I am not prepared to place that kind of burdon on my wife and family, as well as myself and my business. My wife knows, and one of her biggest concerns is that someone may find out. I just keep it at home, or where no one else can see...everyone is happier that way. I am very contented to dress behind closed doors; I see no need to go out as I could never pass.

Nikki A.
02-21-2012, 05:06 PM
The reason I haven't fully come out is to protect my family and career. It was a compromise with my wife not to go public. After she passed away, that restriction was lifted, but I still am careful because of my kids and my job. My kids will find out soon, since I'm tired of hiding it although I do think they already know.
As far as work. I'm lucky in that I live far enough away that it shouldn't be an issue in that I usually dress and head in the other direction. There are a few people that I work with that do know Nikki and have been out with her. However if I leave here (and I have twice before), I'm more worried that I could lose my fall-back job which is closer to home and a little more red-neck if they find out. But I'll cross that bridge when I come to it. A few more years & maybe I'll be close enough to retire or hit the lottery.

Miranda G
02-21-2012, 06:10 PM
My main couple of reasons are about being beaten up and my immediate family finding out.

The first one is because I'm not exactly noted as a hard man or particularly fearsome looking even in guy mode so would really like to avoid any situation that gives rise to a potential lamping. I don't exactly live in Bedford Falls so even if it wasn't on street, I'd be worried about people coming round to give me stick at my flat.

The second one is not because I'm worried they'll disown me or anything; I know they wouldn't as they're great and have always supported me in everything and never pressured me or been anything less than wonderful to me. The problem here is me. It would make me self-concsious around them, even if they never saw me as Miranda. Just the mention of something trans related on the telly or something would make me feel awkward in their company. In truth I'm also probably a little embarrased about it. I'm quite a guy's guy in many ways, and am thought of like this by them in the son/brother role, that to have to confess that actually I'm not quite all that then I just wouldn't be able to look them in the eye whilst doing it.

It seems that self-acceptance is fine when it's just yourself you're asking to accept. My aim though is to hopefully live with it as an open secret within my circle of friends in next couple of years. I won't advertise it but won't hide it either. As long as none of them tell my Mum or kick me senseless then I'm golden!

Staci K
02-21-2012, 06:30 PM
Do you have a significant other? Sorry if it is a personal question but I often think the reason that I don't come fully out is to protect my wife. This may just be an excuse but sadly it is also an accurate one. I feel as though I have live my entire life keeping a major secret and really coming out risks the exposure of my wife too.
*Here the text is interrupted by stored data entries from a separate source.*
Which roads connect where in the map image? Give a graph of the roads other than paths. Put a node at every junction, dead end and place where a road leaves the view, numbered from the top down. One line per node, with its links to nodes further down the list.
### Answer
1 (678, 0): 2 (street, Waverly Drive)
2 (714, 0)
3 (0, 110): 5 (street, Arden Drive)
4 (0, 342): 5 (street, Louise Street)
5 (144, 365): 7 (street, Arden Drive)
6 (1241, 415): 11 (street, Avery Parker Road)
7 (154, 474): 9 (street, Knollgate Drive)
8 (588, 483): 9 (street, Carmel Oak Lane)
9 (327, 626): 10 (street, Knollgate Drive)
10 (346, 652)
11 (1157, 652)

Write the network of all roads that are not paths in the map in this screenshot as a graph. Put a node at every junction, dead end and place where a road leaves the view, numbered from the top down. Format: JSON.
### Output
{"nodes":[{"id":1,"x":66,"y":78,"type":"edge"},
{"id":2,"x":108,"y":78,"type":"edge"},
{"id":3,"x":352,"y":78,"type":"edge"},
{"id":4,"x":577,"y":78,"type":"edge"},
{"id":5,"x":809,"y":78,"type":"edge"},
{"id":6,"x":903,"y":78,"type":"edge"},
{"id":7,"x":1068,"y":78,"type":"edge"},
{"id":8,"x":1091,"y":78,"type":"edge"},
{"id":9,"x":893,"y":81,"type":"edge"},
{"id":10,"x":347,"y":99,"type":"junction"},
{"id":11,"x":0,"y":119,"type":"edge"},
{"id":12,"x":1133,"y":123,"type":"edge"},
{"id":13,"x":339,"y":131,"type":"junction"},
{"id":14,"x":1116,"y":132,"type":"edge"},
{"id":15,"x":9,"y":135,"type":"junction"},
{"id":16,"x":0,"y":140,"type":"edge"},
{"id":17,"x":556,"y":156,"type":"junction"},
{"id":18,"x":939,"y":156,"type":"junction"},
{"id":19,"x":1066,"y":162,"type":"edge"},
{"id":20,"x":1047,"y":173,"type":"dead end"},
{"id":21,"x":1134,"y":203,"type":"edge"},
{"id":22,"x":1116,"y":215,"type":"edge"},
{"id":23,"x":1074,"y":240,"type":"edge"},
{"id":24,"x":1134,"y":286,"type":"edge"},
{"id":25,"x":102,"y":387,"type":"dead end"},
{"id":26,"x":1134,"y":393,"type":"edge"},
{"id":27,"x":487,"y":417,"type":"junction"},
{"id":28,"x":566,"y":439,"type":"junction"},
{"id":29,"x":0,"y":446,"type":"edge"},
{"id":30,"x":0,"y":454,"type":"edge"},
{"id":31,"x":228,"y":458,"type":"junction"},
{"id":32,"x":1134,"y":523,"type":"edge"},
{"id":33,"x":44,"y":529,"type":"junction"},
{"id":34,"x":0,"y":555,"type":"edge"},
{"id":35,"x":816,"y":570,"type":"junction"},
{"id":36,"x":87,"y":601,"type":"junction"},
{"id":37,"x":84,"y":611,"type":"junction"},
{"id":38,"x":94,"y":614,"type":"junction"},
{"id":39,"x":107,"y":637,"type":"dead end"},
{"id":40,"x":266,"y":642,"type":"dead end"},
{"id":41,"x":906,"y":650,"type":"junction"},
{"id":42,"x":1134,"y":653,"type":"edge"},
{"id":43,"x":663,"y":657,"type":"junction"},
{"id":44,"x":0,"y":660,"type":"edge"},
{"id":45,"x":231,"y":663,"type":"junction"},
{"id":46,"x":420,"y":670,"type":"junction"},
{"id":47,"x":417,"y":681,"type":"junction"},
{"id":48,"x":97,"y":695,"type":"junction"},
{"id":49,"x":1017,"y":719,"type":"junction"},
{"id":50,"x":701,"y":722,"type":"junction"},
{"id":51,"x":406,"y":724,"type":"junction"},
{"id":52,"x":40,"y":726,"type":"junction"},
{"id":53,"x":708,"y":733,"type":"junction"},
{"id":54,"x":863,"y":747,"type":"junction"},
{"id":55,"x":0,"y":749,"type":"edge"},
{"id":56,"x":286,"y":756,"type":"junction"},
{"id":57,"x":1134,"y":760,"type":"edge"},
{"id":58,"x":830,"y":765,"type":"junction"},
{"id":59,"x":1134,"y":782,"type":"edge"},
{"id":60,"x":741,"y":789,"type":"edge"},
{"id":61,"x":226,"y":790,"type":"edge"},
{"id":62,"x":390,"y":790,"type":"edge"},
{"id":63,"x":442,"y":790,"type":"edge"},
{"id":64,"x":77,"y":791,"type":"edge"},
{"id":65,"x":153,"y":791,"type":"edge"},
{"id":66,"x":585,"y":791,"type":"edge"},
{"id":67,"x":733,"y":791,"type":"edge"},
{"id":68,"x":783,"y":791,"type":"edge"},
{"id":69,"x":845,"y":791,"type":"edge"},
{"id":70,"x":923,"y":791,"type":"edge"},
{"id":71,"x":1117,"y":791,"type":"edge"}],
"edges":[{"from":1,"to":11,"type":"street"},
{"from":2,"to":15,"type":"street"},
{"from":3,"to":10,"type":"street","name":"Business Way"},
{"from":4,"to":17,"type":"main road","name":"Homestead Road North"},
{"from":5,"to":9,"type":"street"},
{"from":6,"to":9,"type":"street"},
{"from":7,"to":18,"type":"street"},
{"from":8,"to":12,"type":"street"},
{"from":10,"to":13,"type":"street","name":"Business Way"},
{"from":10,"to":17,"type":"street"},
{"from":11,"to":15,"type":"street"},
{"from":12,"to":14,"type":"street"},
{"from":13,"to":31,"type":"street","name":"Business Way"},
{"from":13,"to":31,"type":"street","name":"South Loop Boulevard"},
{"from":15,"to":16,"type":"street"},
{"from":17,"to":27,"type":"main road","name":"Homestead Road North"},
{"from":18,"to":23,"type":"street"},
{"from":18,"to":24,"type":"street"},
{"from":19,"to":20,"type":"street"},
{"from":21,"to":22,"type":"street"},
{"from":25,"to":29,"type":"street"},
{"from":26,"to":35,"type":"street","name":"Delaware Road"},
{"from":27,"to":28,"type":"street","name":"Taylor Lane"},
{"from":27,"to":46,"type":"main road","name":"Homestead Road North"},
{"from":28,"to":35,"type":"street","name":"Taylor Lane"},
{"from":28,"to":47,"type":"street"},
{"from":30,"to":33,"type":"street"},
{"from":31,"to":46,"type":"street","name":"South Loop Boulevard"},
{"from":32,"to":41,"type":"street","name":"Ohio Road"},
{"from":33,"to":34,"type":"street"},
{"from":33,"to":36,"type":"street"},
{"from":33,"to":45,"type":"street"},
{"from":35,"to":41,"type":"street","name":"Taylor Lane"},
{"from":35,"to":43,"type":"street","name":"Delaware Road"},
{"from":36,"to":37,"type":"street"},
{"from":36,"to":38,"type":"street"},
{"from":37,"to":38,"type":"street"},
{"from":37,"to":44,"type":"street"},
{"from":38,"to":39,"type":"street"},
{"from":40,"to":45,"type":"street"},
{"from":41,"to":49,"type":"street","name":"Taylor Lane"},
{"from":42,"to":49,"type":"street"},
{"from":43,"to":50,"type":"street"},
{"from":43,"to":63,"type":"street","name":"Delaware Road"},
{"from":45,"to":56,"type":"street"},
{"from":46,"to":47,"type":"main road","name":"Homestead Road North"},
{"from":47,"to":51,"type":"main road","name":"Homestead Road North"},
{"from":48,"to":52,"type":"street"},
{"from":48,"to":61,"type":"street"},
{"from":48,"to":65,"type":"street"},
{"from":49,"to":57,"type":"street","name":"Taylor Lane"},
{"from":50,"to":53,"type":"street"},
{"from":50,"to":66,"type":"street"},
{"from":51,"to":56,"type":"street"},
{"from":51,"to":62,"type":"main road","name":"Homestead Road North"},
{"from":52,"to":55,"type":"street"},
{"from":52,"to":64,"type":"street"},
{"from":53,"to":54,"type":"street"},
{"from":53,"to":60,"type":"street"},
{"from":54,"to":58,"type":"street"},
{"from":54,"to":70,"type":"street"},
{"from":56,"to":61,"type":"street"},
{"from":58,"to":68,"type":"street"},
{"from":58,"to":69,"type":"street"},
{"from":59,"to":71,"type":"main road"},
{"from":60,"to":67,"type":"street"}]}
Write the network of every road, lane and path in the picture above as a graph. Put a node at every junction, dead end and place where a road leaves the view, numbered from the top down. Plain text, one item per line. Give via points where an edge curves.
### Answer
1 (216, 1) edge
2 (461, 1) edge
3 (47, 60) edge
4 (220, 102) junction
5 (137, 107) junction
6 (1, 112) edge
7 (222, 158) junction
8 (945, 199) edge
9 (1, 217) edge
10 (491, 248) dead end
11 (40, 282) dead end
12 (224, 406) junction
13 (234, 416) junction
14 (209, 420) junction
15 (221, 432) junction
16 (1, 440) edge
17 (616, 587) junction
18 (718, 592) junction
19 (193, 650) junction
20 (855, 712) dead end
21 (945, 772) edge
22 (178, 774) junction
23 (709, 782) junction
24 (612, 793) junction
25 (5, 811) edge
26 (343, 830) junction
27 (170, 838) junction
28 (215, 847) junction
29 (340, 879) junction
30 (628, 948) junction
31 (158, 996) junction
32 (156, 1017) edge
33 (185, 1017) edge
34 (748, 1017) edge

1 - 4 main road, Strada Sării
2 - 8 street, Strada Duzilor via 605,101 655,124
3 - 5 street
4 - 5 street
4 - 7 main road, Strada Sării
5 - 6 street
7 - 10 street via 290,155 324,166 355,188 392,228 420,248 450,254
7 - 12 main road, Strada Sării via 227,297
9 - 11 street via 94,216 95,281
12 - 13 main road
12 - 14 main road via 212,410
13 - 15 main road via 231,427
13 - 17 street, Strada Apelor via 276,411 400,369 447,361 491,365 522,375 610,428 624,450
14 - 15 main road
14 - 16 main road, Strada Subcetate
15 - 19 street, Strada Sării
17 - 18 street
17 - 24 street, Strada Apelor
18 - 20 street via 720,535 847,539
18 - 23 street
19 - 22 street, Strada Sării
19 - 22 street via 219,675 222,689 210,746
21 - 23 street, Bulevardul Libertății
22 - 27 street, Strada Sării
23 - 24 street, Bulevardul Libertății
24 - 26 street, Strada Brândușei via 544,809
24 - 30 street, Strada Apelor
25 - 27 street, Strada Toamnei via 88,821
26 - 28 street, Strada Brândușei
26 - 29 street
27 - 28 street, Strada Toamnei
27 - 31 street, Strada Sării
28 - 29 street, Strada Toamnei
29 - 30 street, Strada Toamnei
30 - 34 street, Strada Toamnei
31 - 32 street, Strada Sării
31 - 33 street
No worries, I don't think of it as a personal question. To answer, yes. I've been with my wife for 20 years. The first 15 I kept Nicole a deeply hidden secret. I had grown to toxic level hatred of everything in my life because I couldn't be me. I reached a point that I didn't care if she didn't accept me or divorced me; my self-happiness was far more important. Thankfully, I was met with, "OK; so go put on a skirt. I don't care, it's only clothes." when I came out to her.

I'm pretty much an open book, feel free to PM me with any other questions you have.